We raised antibodies against the acetyl N-terminal peptide of the human mu-calpain 80 kDa (80 K) subunit (N-acetyl SEETPVYCT-GVSAQVQKQRARELG) in the rabbit. A specific antibody was purified using N-acetyl SEEITPVYCTGVSAQVQKQ peptide-conjugated Sepharose 4B as an affinity gel support. Epitope analysis revealed that the purified antibody reacted only with mu-calpain N-terminal peptides containing N-acetyl SEETT structure but no reactions occurred with other analogous peptides. Western blot analysis showed that the antibody reacted with both human and rat mu-calpain proenzymes but not with the activated calpains lacking N-terminal peptide. Using this antibody we investigated immunohistochemically the distribution of mu-calpain proenzyme in central and peripheral nervous systems as well as other non-neural tissues in the rat.

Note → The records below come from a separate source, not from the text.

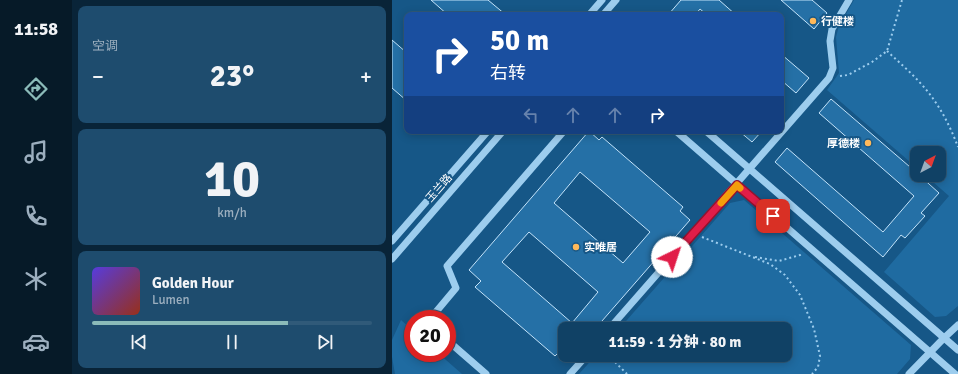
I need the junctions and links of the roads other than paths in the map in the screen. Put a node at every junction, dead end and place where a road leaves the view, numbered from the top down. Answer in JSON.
{"nodes":[{"id":1,"x":602,"y":0,"type":"edge"},
{"id":2,"x":616,"y":0,"type":"edge"},
{"id":3,"x":849,"y":0,"type":"edge"},
{"id":4,"x":592,"y":12,"type":"edge"},
{"id":5,"x":606,"y":12,"type":"edge"},
{"id":6,"x":784,"y":130,"type":"edge"},
{"id":7,"x":485,"y":134,"type":"edge"},
{"id":8,"x":499,"y":134,"type":"edge"},
{"id":9,"x":561,"y":134,"type":"edge"},
{"id":10,"x":679,"y":134,"type":"edge"},
{"id":11,"x":709,"y":134,"type":"edge"},
{"id":12,"x":780,"y":134,"type":"edge"},
{"id":13,"x":750,"y":169,"type":"junction"},
{"id":14,"x":737,"y":185,"type":"junction"},
{"id":15,"x":392,"y":241,"type":"edge"},
{"id":16,"x":392,"y":259,"type":"edge"},
{"id":17,"x":438,"y":310,"type":"edge"},
{"id":18,"x":616,"y":322,"type":"edge"},
{"id":19,"x":958,"y":325,"type":"edge"},
{"id":20,"x":944,"y":338,"type":"junction"},
{"id":21,"x":456,"y":348,"type":"edge"},
{"id":22,"x":958,"y":350,"type":"edge"},
{"id":23,"x":930,"y":352,"type":"junction"},
{"id":24,"x":581,"y":362,"type":"edge"},
{"id":25,"x":486,"y":374,"type":"edge"},
{"id":26,"x":570,"y":374,"type":"edge"},
{"id":27,"x":909,"y":374,"type":"edge"},
{"id":28,"x":955,"y":374,"type":"edge"}],
"edges":[{"from":1,"to":4,"type":"street"},
{"from":2,"to":5,"type":"street"},
{"from":3,"to":6,"type":"street"},
{"from":7,"to":15,"type":"street","name":"玉兰路"},
{"from":8,"to":16,"type":"street","name":"玉兰路"},
{"from":9,"to":17,"type":"street"},
{"from":10,"to":14,"type":"street"},
{"from":11,"to":13,"type":"street"},
{"from":12,"to":13,"type":"street"},
{"from":13,"to":14,"type":"street"},
{"from":13,"to":20,"type":"street"},
{"from":14,"to":18,"type":"street"},
{"from":14,"to":23,"type":"street"},
{"from":19,"to":20,"type":"street"},
{"from":20,"to":22,"type":"street"},
{"from":20,"to":23,"type":"street"},
{"from":21,"to":25,"type":"street"},
{"from":23,"to":27,"type":"street"},
{"from":23,"to":28,"type":"street"},
{"from":24,"to":26,"type":"street"}]}
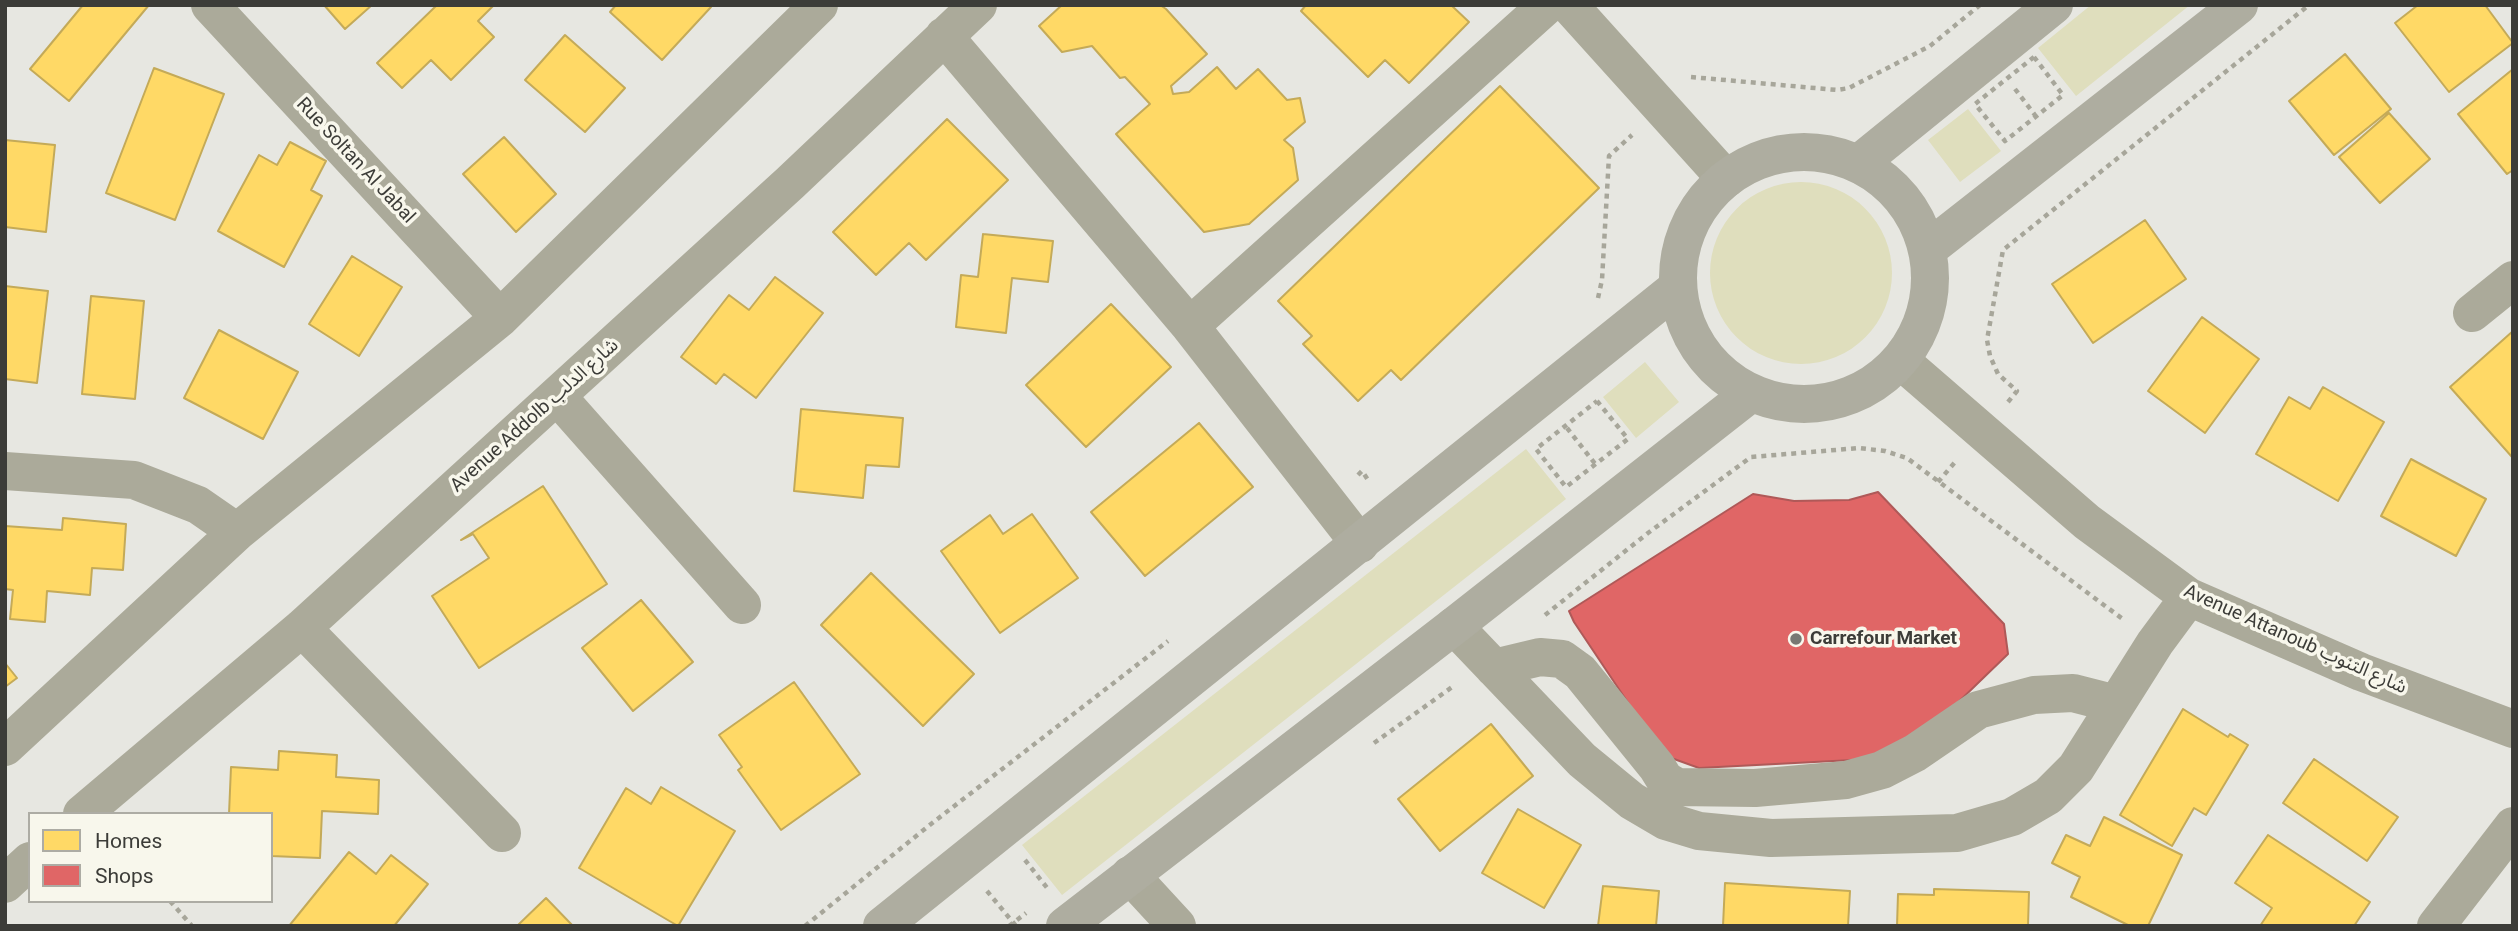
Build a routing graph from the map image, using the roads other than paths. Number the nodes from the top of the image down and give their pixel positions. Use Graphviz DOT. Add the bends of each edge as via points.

The proenzyme was detected mainly in neurons both in the central and peripheral nervous tissues, but not in non-neural tissues except for red blood cells. Immunoreaction was stronger in the perikarya and/or in the nuclei than in-the cytoplasm. Specificity of the antibody was verified by an absorption test. In summary, the mu-calpain proenzyme is mainly distributed in the perikarya and/or nuclei or neurons. Our present antibody specific to the N-terminus of the mu-calpain 80 K subunit could serve as a useful tool to detect various functions of mu-calpain as well as the damage in neurons caused by the enzyme.